**Secrets**

The secrets below  like the Cosmos account key are retrieved from a secret scope. If you don't have defined a secret scope for a Cosmos Account you want to use when going through this sample you can find the instructions on how to create one here:
- Here you can [Create a new secret scope](./#secrets/createScope) for the current Databricks workspace
  - See how you can create an [Azure Key Vault backed secret scope](https://docs.microsoft.com/azure/databricks/security/secrets/secret-scopes#--create-an-azure-key-vault-backed-secret-scope) 
  - See how you can create a [Databricks backed secret scope](https://docs.microsoft.com/azure/databricks/security/secrets/secret-scopes#create-a-databricks-backed-secret-scope)
- And here you can find information on how to [add secrets to your Spark configuration](https://docs.microsoft.com/azure/databricks/security/secrets/secrets#read-a-secret)
If you don't want to use secrets at all you can of course also just assign the values in clear-text below - but for obvious reasons we recommend the usage of secrets.

In [None]:
cosmosEndpoint = spark.conf.get("spark.cosmos.accountEndpoint")
cosmosMasterKey = spark.conf.get("spark.cosmos.accountKey")

**Preparation - loading data source "[NYC Taxi & Limousine Commission - green taxi trip records](https://azure.microsoft.com/services/open-datasets/catalog/nyc-taxi-limousine-commission-green-taxi-trip-records/)"**

The green taxi trip records include fields capturing pick-up and drop-off dates/times, pick-up and drop-off locations, trip distances, itemized fares, rate types, payment types, and driver-reported passenger counts. This data set has over 80 million records (>8 GB) of data and is available via a publicly accessible Azure Blob Storage Account located in the East-US Azure region.

In [None]:
import uuid
from pyspark.sql.functions import udf
from pyspark.sql.types import StringType

# Azure storage access info
blob_account_name = "azureopendatastorage"
blob_container_name = "nyctlc"
blob_relative_path = "green"
blob_sas_token = r""
# Allow SPARK to read from Blob remotely
wasbs_path = 'wasbs://%s@%s.blob.core.windows.net/%s' % (blob_container_name, blob_account_name, blob_relative_path)
spark.conf.set(
  'fs.azure.sas.%s.%s.blob.core.windows.net' % (blob_container_name, blob_account_name),
  blob_sas_token)
print('Remote blob path: ' + wasbs_path)
# SPARK read parquet, note that it won't load any data yet by now
df_rawInput = spark.read.parquet(wasbs_path)

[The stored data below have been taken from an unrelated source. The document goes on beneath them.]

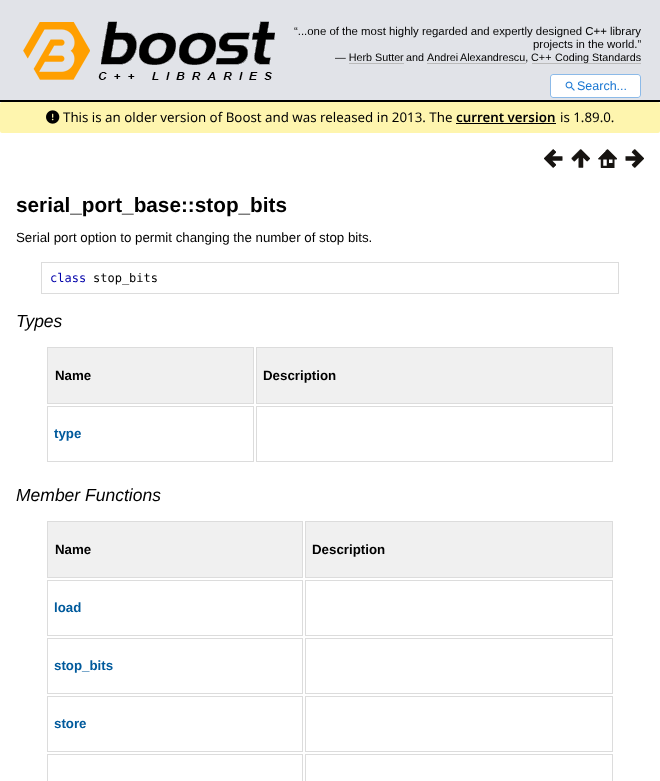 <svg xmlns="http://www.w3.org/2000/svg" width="660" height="781">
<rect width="100%" height="100%" fill="#fff"/>
<rect width="660" height="100" fill="#e1e3e8"/>
<rect y="100" width="660" height="2" fill="#000"/>
<image x="23" y="21" width="252" height="59" href="media/1.png"/>
<text x="294" y="35" style="font-family:Liberation Sans;font-size:11.4px;fill:#000">“...one of the most highly regarded and expertly designed C++ library</text>
<text x="533" y="48" style="font-family:Liberation Sans;font-size:11.4px;fill:#000">projects in the world.”</text>
<text x="335" y="61" style="font-family:Liberation Sans;font-size:10.75px;fill:#000">— Herb Sutter</text>
<text x="406" y="61" style="font-family:Liberation Sans;font-size:10.75px;fill:#000">and</text>
<text x="427" y="61" style="font-family:Liberation Sans;font-size:10.75px;fill:#000">Andrei</text>
<text x="460" y="61" style="font-family:Liberation Sans;font-size:10.75px;fill:#000">Alexandrescu, C++</text>
<rect x="427" y="63" width="99" height="1" fill="#bbb"/>
<rect x="532" y="63" width="109" height="1" fill="#bbb"/>
<text x="555" y="61" style="font-family:Liberation Sans;font-size:10.75px;fill:#000">Coding Standards</text>
<rect x="349" y="63" width="55" height="1" fill="#bbb"/>
<rect x="550" y="74" width="91" height="24" rx="3" fill="#fff"/>
<rect x="550.5" y="74.5" width="90" height="23" rx="2.5" fill="none" stroke="#1976d280"/>
<image x="565" y="81" width="10" height="10" href="media/2.png"/>
<text x="577" y="90" style="font-family:Liberation Sans;font-size:12.5px;fill:#1976d2">Search...</text>
<rect y="102" width="660" height="31" rx="2" fill="#fef5ae"/>
<image x="46" y="110" width="14" height="14" href="media/3.png"/>
<text x="63" y="122" style="font-family:Noto Sans;font-size:13.3px;fill:#000">This is an older version of Boost and was released in 2013. The</text>
<text x="456" y="122" style="font-family:Noto Sans;font-size:13.3px;font-weight:600;fill:#000">current version</text>
<rect x="456" y="123" width="100" height="1" fill="#000"/>
<text x="560" y="122" style="font-family:Noto Sans;font-size:13.3px;fill:#000">is 1.89.0.</text>
<image x="544" y="149" width="19" height="19" href="media/4.png"/>
<image x="571" y="149" width="19" height="19" href="media/5.png"/>
<image x="598" y="149" width="19" height="19" href="media/6.png"/>
<image x="625" y="149" width="19" height="19" href="media/7.png"/>
<text x="16" y="212" style="font-family:Liberation Sans;font-size:20.75px;font-weight:bold;fill:#000">serial_port_base::stop_bits</text>
<text x="16" y="242" style="font-family:Liberation Sans;font-size:13.3px;fill:#000">Serial port option to permit changing the number of stop bits.</text>
<rect x="41.5" y="262.5" width="577" height="31" fill="none" stroke="#dcdcdc"/>
<text x="50" y="282" style="font-family:DejaVu Sans Mono;font-size:12px;fill:#00a">class</text>
<text x="93" y="282" style="font-family:DejaVu Sans Mono;font-size:12px;fill:#000">stop_bits</text>
<text x="16" y="327" style="font-family:Liberation Sans;font-size:17.5px;font-style:italic;fill:#000">Types</text>
<rect x="47.5" y="347.5" width="206" height="56" fill="#f0f0f0" stroke="#dcdcdc"/>
<text x="55" y="380" style="font-family:Liberation Sans;font-size:13.3px;font-weight:bold;fill:#000">Name</text>
<rect x="256.5" y="347.5" width="356" height="56" fill="#f0f0f0" stroke="#dcdcdc"/>
<text x="263" y="380" style="font-family:Liberation Sans;font-size:13.3px;font-weight:bold;fill:#000">Description</text>
<rect x="47.5" y="406.5" width="206" height="55" fill="none" stroke="#dcdcdc"/>
<text x="54" y="438" style="font-family:Liberation Sans;font-size:13.3px;font-weight:bold;fill:#005a9c">type</text>
<rect x="256.5" y="406.5" width="356" height="55" fill="none" stroke="#dcdcdc"/>
<text x="16" y="501" style="font-family:Liberation Sans;font-size:17.5px;font-style:italic;fill:#000">Member Functions</text>
<rect x="47.5" y="521.5" width="255" height="56" fill="#f0f0f0" stroke="#dcdcdc"/>
<text x="55" y="554" style="font-family:Liberation Sans;font-size:13.3px;font-weight:bold;fill:#000">Name</text>
<rect x="305.5" y="521.5" width="307" height="56" fill="#f0f0f0" stroke="#dcdcdc"/>
<text x="312" y="554" style="font-family:Liberation Sans;font-size:13.3px;font-weight:bold;fill:#000">Description</text>
<rect x="47.5" y="580.5" width="255" height="55" fill="none" stroke="#dcdcdc"/>
<text x="54" y="612" style="font-family:Liberation Sans;font-size:13.3px;font-weight:bold;fill:#005a9c">load</text>
<rect x="305.5" y="580.5" width="307" height="55" fill="none" stroke="#dcdcdc"/>
<rect x="47.5" y="638.5" width="255" height="55" fill="none" stroke="#dcdcdc"/>
<text x="54" y="670" style="font-family:Liberation Sans;font-size:13.3px;font-weight:bold;fill:#005a9c">stop_bits</text>
<rect x="305.5" y="638.5" width="307" height="55" fill="none" stroke="#dcdcdc"/>
<rect x="47.5" y="696.5" width="255" height="55" fill="none" stroke="#dcdcdc"/>
<text x="54" y="728" style="font-family:Liberation Sans;font-size:13.3px;font-weight:bold;fill:#005a9c">store</text>
<rect x="305.5" y="696.5" width="307" height="55" fill="none" stroke="#dcdcdc"/>
<rect x="47.5" y="754.5" width="255" height="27" fill="none" stroke="#dcdcdc"/>
<rect x="305.5" y="754.5" width="307" height="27" fill="none" stroke="#dcdcdc"/>
</svg>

# Adding an id column with unique values
uuidUdf= udf(lambda : str(uuid.uuid4()),StringType())
df_input_withId = df_rawInput.repartition(200).withColumn("id", uuidUdf())

print('Register the DataFrame as a SQL temporary view: source')
df_input_withId.createOrReplaceTempView('source')

**Preparation - creating the Cosmos DB container to ingest the data into**

Configure the Catalog API to be used

In [None]:
spark.conf.set("spark.sql.catalog.cosmosCatalog", "com.azure.cosmos.spark.CosmosCatalog")
spark.conf.set("spark.sql.catalog.cosmosCatalog.spark.cosmos.accountEndpoint", cosmosEndpoint)
spark.conf.set("spark.sql.catalog.cosmosCatalog.spark.cosmos.accountKey", cosmosMasterKey)

And execute the command to create the new container with a throughput of up-to 100,000 RU (Autoscale - so 10,000 - 100,000 RU based on scale) and only system properties (like /id) being indexed. We will also create a second container that will be used to store metadata for the global throughput control

In [None]:
%sql
CREATE DATABASE IF NOT EXISTS cosmosCatalog.SampleDatabase;

CREATE TABLE IF NOT EXISTS cosmosCatalog.SampleDatabase.GreenTaxiRecords
USING cosmos.items
TBLPROPERTIES(partitionKeyPath = '/id', autoScaleMaxThroughput = '100000', indexingPolicy = 'OnlySystemProperties');

/* NOTE: It is important to enable TTL (can be off/-1 by default) on the throughput control container */
CREATE TABLE IF NOT EXISTS cosmosCatalog.SampleDatabase.ThrouhgputControl
USING cosmos.items
TBLPROPERTIES(partitionKeyPath = '/groupId', autoScaleMaxThroughput = '4000', indexingPolicy = 'AllProperties', defaultTtlInSeconds = '-1');

** Sample - ingesting the NYC Green Taxi data into Cosmos DB**

By setting the taregt throughput threshold to 0.8 (80%) we reduce throttling but still allow the ingestion to consume most of the provisioned throughput. For scenarios where ingestion shoudl only take a smaller subset of the available throughput this threshold can be reduced accordingly.

In [None]:
writeCfg = {
  "spark.cosmos.accountEndpoint": cosmosEndpoint,
  "spark.cosmos.accountKey": cosmosMasterKey,
  "spark.cosmos.database": "SampleDatabase",
  "spark.cosmos.container": "GreenTaxiRecords",
  "spark.cosmos.write.strategy": "ItemOverwrite",
  "spark.cosmos.write.maxConcurrency": "150",
  "spark.cosmos.write.bulkEnabled": "true",
  "spark.cosmos.throughputControlEnabled": "true",
  "spark.cosmos.throughputControl.name": "NYCGreenTaxiDataIngestion",
  "spark.cosmos.throughputControl.targetThroughputThreshold": "0.8",
  "spark.cosmos.throughputControl.globalControl.database": "SampleDatabase",
  "spark.cosmos.throughputControl.globalControl.container": "ThrouhgputControl",
}

df_NYCGreenTaxi_Input = spark.sql('SELECT * FROM source')

df_NYCGreenTaxi_Input \
  .write \
  .format("cosmos.items") \
  .mode("Append") \
  .options(**writeCfg) \
  .save()

**Cleanup - deleting the Cosmos DB container and database again (to reduce cost) - skip this step if you want to keep them**

In [None]:
%sql
DROP TABLE IF EXISTS SampleDatabase.GreenTaxiRecords;

DROP TABLE IF EXISTS SampleDatabase.ThrouhgputControl;

DROP DATABASE IF EXISTS cosmosCatalog.SampleDatabase CASCADE;